Cette définition ne se limite pas au critère de la détention par un groupement « mère » du capital d’une entité « fille » et permet d’envisager le groupe sous un prisme plus élargi. L’INSEE précise d’ailleurs que « contrôler une société, c’est avoir le pouvoir de nommer la majorité des dirigeants »[5].
Le secteur associatif, dans les faits, appréhende en réalité cette notion de façon plus expansive, au-delà même des pouvoirs de nomination.
Typologie des groupes associatifs
Le groupe associatif n’implique en effet pas nécessairement l’idée de contrôle de l’un sur l’(es) autre(s) : partenariats, coopérations, … Ces notions expriment bien l’idée de groupement, de partage croisé de gouvernance, au-delà de tous liens financiers ou de détention capitalistique.
La typologie du groupe variera donc avec l’ambition, l’état d’esprit des membres mais aussi parfois avec la nécessité d’établir une structure différente :
– L’union d’associations permets de regrouper des associations gardant leur indépendance au sein d’une association unificatrice : le but étant de préserver une gouvernance propre à chaque association tout en combinant des activités, des projets, des patrimoines…
– La fédération d’associations implique la même idée en renforçant toutefois l’influence de l’organisme « mère » sur les associations membres : définition d’une politique commune, nécessité d’affiliation, …
– La filialisation d’une activité au sein d’une société commerciale ou d’une coopération est dans certains cas nécessaire pour éviter le basculement de l’organisme vers une nature lucrative[6];
– L’apparition des fonds de dotation[7], avec leur simplicité de création et de fonctionnement, permettant aisément de recevoir des libéralités, ont permis d’envisager des schémas structurels innovants, regroupant plusieurs entités autour d’un projet d’intérêt général.
En réalité, définir l’objectif du groupe est primordial pour en déterminer sa typologie : s’agit-il d’un regroupement de compétences ou d’une union dans un but fiscal ? L’idée est-elle de mutualiser des moyens ou d’adopter un mode de gouvernance spécifique à l’ensemble d’un réseau associatif ?
Mise en place du groupe
Toute structuration nouvelle mérite réflexion, préparation et organisation. L’idée étant d’avoir une démarche dynamique et efficace pour les entités et les personnes concernées. La réussite d’un regroupement repose également sur la mise en place d’objectifs clairs.
Plusieurs sujets doivent être abordés en amont : les questions du contrôle, les problématiques sociales, les aspects financiers, etc. Clarifier l’ensemble de ces points est indispensable afin que l’opération ne soit pas vécue comme une contrainte obligée en période de crise, mais bien comme une avancée nécessaire et bénéfique au projet.

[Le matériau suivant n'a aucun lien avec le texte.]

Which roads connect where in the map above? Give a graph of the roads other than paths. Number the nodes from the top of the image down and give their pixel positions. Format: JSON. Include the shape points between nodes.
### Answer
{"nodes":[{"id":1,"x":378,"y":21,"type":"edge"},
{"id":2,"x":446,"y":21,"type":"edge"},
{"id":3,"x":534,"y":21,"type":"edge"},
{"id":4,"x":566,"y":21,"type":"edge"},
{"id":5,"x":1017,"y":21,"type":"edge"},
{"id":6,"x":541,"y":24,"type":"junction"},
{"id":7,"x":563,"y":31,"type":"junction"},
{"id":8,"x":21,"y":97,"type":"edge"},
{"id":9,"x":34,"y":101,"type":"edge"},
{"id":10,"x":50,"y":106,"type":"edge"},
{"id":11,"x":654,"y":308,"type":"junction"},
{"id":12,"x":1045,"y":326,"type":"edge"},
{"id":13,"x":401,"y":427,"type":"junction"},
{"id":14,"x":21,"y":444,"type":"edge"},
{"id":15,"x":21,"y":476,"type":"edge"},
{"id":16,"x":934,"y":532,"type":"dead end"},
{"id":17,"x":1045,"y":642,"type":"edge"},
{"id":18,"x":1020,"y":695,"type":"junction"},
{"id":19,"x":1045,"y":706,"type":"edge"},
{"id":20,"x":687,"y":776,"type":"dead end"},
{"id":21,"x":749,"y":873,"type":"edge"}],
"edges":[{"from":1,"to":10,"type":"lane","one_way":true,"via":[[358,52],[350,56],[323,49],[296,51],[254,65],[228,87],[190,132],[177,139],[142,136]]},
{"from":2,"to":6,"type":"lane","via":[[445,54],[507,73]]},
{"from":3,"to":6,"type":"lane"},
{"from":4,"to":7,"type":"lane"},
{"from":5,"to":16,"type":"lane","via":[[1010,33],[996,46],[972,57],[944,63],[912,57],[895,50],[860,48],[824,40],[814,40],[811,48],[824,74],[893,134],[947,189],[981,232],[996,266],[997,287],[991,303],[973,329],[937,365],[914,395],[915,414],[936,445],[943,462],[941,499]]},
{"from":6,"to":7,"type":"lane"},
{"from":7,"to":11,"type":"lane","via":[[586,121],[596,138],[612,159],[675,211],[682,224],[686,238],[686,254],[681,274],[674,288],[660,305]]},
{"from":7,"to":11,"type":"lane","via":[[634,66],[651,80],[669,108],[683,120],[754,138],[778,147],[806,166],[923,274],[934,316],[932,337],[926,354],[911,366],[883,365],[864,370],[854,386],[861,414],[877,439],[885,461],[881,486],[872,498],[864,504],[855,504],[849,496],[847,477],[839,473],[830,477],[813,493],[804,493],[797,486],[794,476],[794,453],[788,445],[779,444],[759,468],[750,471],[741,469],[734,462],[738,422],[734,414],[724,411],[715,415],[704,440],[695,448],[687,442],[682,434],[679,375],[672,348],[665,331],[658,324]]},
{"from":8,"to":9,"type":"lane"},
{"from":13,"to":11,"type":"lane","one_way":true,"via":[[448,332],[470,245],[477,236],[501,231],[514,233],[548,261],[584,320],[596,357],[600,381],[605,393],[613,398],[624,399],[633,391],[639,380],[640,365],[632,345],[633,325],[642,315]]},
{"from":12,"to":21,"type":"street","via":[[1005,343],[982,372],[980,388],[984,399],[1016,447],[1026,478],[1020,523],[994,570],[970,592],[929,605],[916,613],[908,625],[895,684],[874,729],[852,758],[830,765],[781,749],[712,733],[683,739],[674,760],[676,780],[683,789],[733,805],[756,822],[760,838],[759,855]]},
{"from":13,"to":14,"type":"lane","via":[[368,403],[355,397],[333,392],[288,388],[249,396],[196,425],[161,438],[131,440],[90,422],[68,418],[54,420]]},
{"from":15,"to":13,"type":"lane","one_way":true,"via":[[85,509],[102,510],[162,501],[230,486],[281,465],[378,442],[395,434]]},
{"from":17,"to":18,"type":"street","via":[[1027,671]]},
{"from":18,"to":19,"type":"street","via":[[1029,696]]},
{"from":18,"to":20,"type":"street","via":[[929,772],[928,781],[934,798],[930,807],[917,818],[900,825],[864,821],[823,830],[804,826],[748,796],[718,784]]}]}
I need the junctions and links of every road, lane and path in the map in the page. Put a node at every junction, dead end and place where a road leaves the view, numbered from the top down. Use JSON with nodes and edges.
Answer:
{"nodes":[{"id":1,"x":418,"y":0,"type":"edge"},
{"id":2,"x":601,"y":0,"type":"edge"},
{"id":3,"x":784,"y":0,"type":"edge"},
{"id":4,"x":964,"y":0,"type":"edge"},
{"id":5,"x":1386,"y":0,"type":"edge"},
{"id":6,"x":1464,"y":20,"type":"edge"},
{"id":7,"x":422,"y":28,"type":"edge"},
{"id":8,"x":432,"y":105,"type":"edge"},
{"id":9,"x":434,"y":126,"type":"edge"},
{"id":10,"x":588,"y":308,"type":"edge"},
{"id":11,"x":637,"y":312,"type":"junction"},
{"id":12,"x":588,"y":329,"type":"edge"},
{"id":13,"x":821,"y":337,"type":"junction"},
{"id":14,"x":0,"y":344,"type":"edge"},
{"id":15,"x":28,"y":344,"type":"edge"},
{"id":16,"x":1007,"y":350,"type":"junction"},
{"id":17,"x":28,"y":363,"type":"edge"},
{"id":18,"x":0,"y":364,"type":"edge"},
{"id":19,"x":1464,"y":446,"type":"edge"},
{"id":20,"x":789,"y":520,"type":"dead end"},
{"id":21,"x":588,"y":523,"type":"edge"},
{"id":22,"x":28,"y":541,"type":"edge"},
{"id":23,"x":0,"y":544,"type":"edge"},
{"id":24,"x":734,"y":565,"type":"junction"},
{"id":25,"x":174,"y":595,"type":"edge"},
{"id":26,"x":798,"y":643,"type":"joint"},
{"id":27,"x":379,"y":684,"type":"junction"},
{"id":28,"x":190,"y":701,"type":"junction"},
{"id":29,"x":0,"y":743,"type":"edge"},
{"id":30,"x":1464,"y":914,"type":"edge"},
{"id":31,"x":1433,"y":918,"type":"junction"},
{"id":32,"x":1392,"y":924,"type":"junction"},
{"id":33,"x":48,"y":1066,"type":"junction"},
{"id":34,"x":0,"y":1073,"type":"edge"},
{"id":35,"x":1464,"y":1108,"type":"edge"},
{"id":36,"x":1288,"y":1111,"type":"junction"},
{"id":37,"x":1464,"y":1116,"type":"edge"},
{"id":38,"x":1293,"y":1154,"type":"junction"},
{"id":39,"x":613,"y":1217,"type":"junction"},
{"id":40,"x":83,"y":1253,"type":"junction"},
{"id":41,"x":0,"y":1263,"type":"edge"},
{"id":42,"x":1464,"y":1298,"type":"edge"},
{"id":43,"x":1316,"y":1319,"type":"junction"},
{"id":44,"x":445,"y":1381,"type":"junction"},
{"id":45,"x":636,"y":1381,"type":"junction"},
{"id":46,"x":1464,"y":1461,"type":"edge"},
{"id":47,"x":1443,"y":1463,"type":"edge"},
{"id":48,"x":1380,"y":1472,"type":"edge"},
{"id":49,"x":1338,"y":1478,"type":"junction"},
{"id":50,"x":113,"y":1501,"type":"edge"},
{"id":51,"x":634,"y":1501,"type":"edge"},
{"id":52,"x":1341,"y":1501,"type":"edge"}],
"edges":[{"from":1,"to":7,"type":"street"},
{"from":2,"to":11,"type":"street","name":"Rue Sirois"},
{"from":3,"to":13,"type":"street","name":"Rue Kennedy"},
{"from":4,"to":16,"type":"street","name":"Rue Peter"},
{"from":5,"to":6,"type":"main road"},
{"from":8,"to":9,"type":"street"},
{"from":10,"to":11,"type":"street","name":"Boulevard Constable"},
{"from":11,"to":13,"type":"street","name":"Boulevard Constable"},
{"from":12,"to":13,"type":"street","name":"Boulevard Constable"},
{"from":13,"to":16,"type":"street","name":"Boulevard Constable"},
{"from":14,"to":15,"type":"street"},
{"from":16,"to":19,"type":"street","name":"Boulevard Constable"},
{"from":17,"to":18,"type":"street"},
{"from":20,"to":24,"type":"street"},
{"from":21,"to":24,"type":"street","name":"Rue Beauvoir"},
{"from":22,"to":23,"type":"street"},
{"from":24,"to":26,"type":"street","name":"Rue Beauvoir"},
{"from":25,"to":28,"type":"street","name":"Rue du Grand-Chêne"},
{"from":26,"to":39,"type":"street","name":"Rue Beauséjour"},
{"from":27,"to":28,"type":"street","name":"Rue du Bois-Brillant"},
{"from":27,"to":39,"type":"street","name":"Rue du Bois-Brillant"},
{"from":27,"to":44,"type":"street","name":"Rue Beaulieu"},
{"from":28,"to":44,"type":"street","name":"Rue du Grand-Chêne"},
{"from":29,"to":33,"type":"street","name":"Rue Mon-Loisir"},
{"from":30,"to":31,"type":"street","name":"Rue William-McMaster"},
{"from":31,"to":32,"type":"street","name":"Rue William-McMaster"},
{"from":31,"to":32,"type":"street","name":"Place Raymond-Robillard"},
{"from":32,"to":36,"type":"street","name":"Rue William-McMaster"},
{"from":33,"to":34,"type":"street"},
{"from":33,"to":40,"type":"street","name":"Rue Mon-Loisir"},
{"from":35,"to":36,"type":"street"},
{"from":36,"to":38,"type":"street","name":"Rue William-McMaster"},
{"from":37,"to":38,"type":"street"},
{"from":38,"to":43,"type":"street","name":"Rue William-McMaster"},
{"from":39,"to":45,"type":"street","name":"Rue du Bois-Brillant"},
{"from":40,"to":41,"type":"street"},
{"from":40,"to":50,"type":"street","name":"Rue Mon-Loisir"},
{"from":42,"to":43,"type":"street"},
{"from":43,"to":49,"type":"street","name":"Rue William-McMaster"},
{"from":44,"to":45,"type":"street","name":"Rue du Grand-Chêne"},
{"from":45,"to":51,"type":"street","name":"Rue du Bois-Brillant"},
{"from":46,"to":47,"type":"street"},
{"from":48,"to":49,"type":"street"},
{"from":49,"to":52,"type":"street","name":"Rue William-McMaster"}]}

Vient ensuite la mise en œuvre opérationnelle. Là encore, les situations varient. Le groupe peut émerger d’un véritable regroupement concret d’entités économiques autour d’un projet : par exemple, plusieurs associations peuvent créer une union. Cette nouvelle entité sera alors composée des associations membres.
Le groupe peut également être constitué au travers d’une scission d’activités[8], par exemple : une association « externalise » l’une de ses activités au sein d’une structure nouvelle, ou de structures régionales, et garde un contrôle de fait sur cette dernière (identité de dirigeants, politique commune, …).
Nous l’avons évoqué plus haut, la filialisation est également un moyen de constituer un groupe autour d’un projet associatif. Quand les ressources lucratives d’une association deviennent prépondérantes[9], il est indispensable de créer une société commerciale, détenue par l’association, qui exercera effectivement ces activités, afin de préserver l’association mère, ou « holding », de toute lucrativité générale. Cette solution nécessite toutefois de prendre de grandes précautions quant à sa mise en œuvre opérationnelle.
Mais le groupe peut également exister au travers, simplement, de modes de fonctionnement mutualisés : des collaborations plus ou moins ponctuelles, des mandats de gestion temporaires, des groupements de moyens. Ces situations sont mises en place au travers de conventions spécifiques, sans impliquer nécessairement l’idée de contrôle.
En clair, les possibilités sont infinies et les perspectives toujours plus grandes, jusqu’à envisager, au besoin, l’étape ultime du rapprochement : la fusion.
L’apparition de schémas novateurs
Ces dernières années ont été très prolifiques pour l’entrepreneuriat associatif. L’avènement des fonds de dotation en est notamment une illustration indéniable, permettant un accès à la générosité public à un plus grand nombre de projets.
En outre, la Loi n° 2014-856 du 31 juillet 2014 relative à l’Économie Sociale et Solidaire (dite « Loi ESS ») a offert au secteur associatif un cadre juridique sécurisant les opérations de fusion, de scission et d’apport partiel d’actif, facilitant ainsi l’accès à de nouvelles opportunités en matière de regroupement.
Suivant cette évolution, de nouveaux schémas d’organisations structurelles apparaissent et l’on voit aujourd’hui naître de véritables schémas pyramidaux[10], mêlant association, fonds de dotation et structure commerciale, le tout dans un cadre juridique, financier, fiscal et social optimal.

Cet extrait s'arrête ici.